From the entries below, determine the number of lines that contain "links". Give that number by itself.

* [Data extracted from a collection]
[Start of section]

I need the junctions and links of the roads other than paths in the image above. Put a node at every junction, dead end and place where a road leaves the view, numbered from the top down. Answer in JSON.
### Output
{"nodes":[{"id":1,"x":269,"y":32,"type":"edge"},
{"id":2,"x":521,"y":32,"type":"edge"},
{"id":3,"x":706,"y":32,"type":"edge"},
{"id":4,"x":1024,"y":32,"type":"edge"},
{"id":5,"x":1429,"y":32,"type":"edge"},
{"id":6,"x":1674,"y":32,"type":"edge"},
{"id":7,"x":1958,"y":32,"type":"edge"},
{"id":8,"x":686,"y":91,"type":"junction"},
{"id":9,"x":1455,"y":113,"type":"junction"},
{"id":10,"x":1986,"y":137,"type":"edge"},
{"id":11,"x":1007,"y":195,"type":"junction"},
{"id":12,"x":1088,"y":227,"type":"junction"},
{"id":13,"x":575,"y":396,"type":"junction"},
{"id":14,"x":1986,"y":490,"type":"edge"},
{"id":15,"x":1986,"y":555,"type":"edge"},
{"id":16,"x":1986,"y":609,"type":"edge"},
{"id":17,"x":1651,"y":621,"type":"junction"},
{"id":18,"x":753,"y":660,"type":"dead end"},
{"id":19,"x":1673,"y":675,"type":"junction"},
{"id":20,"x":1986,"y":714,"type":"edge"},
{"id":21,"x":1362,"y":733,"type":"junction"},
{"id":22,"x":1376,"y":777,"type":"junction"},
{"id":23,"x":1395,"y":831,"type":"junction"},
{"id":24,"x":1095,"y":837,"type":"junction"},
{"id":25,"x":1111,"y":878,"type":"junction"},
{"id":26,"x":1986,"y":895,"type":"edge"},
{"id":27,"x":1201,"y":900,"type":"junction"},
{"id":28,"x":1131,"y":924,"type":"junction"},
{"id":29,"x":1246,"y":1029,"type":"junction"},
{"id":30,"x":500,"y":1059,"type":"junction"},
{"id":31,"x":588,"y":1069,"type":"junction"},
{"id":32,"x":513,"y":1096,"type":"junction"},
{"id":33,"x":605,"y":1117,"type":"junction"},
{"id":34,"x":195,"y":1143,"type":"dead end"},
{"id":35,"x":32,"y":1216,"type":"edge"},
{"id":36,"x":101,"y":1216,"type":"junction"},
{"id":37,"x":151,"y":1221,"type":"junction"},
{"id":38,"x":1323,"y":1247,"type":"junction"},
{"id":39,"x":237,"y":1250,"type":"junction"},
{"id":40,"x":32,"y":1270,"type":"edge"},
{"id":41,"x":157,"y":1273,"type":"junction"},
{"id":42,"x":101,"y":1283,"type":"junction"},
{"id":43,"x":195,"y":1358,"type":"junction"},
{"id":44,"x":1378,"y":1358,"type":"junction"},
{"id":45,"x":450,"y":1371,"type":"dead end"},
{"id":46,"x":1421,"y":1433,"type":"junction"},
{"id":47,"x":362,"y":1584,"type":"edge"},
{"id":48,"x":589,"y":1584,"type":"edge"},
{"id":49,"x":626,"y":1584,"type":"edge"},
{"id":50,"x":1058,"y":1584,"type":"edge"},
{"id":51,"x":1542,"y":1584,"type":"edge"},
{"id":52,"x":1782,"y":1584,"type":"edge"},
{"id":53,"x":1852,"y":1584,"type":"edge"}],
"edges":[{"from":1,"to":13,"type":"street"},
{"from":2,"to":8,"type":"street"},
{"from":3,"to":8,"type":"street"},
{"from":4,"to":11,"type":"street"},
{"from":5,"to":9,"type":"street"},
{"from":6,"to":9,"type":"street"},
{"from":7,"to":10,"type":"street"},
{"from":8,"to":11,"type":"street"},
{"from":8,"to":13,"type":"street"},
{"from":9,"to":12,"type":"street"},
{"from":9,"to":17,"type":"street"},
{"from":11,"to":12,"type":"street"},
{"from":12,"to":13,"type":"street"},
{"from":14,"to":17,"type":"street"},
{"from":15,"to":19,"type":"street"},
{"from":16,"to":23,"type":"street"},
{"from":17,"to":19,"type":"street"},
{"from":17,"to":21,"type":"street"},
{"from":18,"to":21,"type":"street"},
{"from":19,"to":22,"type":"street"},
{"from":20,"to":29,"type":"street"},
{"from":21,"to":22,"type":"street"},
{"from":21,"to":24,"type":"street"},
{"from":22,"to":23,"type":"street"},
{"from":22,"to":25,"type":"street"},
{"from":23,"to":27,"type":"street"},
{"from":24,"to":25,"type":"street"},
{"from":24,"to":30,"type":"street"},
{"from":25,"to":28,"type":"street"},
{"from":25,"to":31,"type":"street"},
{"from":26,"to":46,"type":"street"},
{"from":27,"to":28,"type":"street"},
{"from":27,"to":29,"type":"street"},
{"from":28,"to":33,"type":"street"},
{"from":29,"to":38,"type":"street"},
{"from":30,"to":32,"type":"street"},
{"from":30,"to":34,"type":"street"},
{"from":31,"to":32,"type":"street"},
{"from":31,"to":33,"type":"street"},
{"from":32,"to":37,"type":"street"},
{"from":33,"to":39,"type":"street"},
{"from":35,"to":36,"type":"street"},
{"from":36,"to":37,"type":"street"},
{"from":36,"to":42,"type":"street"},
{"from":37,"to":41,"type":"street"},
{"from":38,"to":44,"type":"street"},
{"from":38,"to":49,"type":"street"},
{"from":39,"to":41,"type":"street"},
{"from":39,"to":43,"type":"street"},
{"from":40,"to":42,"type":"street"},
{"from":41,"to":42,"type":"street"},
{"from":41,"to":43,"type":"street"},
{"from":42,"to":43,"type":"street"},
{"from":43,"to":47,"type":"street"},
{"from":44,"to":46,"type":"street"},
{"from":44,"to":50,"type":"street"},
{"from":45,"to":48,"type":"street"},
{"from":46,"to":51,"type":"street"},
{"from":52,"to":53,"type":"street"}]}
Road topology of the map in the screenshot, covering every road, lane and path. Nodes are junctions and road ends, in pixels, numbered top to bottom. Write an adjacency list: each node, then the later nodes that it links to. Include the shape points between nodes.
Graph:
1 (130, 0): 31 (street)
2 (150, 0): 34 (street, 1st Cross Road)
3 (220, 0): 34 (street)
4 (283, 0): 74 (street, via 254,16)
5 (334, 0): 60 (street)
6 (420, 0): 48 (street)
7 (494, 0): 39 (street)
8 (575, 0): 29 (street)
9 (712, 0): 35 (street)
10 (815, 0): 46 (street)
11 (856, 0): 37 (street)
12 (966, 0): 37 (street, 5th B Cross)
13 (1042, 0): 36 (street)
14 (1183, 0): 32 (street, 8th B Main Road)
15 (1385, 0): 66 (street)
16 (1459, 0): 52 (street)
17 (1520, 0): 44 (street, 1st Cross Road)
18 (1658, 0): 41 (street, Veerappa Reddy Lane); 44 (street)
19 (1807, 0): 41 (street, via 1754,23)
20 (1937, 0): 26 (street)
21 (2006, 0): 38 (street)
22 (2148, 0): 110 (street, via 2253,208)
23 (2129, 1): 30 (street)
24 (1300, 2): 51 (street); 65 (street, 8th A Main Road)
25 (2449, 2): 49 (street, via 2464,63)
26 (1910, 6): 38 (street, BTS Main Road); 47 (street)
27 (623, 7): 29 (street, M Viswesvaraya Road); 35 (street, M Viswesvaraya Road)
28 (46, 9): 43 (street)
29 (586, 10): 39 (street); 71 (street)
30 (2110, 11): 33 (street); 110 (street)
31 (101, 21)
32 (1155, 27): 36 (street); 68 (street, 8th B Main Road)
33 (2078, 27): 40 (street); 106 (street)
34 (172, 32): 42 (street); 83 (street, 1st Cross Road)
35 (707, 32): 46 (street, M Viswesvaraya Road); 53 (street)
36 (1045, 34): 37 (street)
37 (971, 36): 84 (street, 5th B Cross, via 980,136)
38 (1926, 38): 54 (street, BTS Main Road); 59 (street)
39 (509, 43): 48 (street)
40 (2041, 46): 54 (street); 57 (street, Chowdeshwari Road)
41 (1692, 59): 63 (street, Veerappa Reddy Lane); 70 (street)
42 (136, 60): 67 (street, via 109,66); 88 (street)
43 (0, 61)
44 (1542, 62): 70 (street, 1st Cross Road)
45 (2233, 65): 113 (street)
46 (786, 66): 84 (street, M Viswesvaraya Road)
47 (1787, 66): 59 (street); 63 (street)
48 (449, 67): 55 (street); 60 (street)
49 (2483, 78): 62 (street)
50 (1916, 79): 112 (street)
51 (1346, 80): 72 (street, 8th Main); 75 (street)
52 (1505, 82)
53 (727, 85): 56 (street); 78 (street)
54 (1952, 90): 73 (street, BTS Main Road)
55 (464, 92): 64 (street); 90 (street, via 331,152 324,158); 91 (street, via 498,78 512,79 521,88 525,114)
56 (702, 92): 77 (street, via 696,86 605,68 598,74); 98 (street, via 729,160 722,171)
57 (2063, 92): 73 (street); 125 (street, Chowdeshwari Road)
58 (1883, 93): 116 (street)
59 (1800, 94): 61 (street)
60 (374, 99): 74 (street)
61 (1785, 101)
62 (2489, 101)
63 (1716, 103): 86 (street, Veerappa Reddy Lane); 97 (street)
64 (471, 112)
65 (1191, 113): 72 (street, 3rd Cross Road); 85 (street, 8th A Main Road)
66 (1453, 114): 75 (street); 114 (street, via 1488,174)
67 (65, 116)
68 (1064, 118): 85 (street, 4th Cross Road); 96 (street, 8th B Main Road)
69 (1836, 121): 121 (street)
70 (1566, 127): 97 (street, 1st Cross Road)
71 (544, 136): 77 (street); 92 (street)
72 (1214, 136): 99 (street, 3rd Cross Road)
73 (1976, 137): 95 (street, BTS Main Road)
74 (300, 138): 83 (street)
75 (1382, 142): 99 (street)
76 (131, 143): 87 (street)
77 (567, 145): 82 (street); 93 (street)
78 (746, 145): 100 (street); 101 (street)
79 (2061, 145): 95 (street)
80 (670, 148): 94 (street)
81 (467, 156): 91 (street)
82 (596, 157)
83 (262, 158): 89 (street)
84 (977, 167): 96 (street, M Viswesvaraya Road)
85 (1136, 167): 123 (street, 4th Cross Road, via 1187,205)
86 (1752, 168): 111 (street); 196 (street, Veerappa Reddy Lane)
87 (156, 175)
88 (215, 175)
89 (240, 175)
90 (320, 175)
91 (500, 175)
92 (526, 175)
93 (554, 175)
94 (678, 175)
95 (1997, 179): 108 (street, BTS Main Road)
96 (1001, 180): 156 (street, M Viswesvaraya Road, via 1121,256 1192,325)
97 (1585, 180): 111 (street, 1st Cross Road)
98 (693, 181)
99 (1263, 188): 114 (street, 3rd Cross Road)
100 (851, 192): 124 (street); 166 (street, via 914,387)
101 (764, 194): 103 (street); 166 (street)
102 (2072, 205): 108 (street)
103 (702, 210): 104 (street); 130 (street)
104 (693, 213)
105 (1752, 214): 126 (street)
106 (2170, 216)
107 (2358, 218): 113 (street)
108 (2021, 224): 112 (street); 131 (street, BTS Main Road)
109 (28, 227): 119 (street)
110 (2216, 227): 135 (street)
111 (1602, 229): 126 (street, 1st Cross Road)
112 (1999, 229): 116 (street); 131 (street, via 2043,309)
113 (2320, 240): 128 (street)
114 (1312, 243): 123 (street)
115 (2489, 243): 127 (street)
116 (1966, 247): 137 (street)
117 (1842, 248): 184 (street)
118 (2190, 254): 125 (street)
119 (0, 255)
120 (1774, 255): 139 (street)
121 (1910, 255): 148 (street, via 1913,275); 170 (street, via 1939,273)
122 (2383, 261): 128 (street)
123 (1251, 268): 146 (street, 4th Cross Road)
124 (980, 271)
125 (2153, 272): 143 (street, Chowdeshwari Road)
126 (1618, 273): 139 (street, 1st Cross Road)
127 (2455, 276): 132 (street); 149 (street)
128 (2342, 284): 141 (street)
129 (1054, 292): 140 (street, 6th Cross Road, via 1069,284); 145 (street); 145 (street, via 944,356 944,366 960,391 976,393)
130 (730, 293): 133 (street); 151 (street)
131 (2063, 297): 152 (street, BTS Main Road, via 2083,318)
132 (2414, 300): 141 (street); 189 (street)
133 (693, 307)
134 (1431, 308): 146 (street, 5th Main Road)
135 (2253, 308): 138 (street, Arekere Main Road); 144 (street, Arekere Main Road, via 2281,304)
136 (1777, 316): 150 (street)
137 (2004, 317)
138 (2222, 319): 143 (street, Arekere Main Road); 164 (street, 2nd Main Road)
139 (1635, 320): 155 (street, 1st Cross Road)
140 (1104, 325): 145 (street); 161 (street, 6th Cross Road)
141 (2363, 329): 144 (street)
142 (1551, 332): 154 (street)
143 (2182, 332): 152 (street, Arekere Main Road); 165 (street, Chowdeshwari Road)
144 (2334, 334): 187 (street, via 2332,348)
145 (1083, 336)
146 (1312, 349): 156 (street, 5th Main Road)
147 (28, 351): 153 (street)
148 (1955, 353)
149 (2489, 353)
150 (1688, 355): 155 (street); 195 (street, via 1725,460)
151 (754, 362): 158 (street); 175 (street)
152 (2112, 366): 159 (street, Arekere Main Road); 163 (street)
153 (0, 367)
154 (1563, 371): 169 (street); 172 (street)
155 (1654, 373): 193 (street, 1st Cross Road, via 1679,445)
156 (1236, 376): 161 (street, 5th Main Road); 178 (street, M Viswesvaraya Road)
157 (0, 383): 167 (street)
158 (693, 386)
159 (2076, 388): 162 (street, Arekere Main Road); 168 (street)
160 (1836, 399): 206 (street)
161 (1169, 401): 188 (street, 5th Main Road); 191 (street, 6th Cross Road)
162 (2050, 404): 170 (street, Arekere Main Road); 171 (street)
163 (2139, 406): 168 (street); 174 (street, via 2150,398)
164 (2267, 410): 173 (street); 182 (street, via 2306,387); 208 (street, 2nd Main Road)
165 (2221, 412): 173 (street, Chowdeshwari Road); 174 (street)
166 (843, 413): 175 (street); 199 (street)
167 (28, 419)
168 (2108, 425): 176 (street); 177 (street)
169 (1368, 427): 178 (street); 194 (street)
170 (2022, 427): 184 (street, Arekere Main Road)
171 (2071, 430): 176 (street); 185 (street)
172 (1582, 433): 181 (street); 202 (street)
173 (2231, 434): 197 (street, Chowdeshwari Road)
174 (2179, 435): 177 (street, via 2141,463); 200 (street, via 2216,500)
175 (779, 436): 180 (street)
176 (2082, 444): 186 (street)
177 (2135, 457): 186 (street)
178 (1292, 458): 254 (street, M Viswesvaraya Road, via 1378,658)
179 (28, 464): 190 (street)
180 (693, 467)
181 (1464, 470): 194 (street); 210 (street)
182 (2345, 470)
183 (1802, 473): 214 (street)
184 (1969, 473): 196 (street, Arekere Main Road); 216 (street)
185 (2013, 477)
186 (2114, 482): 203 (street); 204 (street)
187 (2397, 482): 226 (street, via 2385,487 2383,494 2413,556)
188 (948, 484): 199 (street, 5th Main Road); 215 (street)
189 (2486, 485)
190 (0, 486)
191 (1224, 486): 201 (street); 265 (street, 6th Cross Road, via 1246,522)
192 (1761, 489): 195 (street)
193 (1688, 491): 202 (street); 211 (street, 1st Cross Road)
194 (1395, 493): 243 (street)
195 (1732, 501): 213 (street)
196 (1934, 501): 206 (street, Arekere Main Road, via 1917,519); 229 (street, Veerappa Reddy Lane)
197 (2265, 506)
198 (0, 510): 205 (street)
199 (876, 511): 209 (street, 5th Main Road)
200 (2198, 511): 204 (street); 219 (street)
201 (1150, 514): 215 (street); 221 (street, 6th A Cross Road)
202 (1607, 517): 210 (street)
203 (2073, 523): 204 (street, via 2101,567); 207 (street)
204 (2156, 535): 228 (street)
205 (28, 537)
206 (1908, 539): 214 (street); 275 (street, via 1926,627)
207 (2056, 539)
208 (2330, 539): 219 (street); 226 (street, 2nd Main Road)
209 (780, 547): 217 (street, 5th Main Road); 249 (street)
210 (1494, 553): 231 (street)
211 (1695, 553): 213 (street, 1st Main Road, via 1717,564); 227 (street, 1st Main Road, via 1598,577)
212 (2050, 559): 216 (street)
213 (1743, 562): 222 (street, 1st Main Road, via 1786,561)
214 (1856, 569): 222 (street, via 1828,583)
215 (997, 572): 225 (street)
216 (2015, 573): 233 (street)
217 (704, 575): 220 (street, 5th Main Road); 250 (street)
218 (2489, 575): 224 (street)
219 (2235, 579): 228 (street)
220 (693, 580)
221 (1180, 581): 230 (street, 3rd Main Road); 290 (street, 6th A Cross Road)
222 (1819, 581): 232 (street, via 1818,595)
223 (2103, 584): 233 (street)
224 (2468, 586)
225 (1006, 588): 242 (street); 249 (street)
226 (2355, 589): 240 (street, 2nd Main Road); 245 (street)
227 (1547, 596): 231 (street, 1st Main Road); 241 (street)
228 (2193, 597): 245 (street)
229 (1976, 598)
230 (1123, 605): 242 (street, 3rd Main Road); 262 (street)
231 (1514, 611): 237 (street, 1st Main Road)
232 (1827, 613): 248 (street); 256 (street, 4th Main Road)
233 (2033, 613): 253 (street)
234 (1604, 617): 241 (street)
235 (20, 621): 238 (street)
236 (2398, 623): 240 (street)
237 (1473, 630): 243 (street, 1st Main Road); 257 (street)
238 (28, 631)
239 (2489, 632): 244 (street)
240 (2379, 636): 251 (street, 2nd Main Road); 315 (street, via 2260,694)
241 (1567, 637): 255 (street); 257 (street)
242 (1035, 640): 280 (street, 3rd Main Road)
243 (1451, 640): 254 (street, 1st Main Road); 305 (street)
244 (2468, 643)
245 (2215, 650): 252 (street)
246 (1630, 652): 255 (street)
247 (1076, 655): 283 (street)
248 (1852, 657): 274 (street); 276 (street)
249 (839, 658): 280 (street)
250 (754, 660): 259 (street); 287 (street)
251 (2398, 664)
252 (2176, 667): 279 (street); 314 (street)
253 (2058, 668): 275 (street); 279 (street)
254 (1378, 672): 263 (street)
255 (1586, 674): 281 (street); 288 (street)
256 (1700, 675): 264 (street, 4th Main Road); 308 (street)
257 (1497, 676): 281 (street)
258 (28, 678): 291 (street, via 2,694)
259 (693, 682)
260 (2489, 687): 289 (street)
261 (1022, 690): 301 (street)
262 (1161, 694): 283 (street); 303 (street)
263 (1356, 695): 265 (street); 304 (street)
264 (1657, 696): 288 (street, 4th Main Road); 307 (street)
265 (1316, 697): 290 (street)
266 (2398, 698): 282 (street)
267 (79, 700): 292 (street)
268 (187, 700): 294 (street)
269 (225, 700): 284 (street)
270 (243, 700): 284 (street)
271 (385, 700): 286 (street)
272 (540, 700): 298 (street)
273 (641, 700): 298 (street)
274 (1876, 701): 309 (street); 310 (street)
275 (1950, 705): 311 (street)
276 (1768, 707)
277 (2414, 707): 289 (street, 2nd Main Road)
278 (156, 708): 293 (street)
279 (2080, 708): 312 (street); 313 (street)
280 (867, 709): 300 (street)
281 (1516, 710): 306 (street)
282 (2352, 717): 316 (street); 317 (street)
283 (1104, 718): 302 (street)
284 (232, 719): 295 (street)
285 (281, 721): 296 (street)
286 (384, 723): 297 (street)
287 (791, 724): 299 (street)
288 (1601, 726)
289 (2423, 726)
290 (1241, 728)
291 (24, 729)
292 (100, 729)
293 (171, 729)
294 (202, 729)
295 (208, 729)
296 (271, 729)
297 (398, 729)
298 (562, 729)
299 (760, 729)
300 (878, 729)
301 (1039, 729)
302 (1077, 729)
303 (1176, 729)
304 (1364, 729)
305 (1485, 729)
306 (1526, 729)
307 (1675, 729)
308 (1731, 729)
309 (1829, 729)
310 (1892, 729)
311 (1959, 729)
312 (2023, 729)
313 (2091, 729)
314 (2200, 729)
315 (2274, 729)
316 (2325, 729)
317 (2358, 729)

[End of section]

* [REPLY TO THE EXERCISE]
2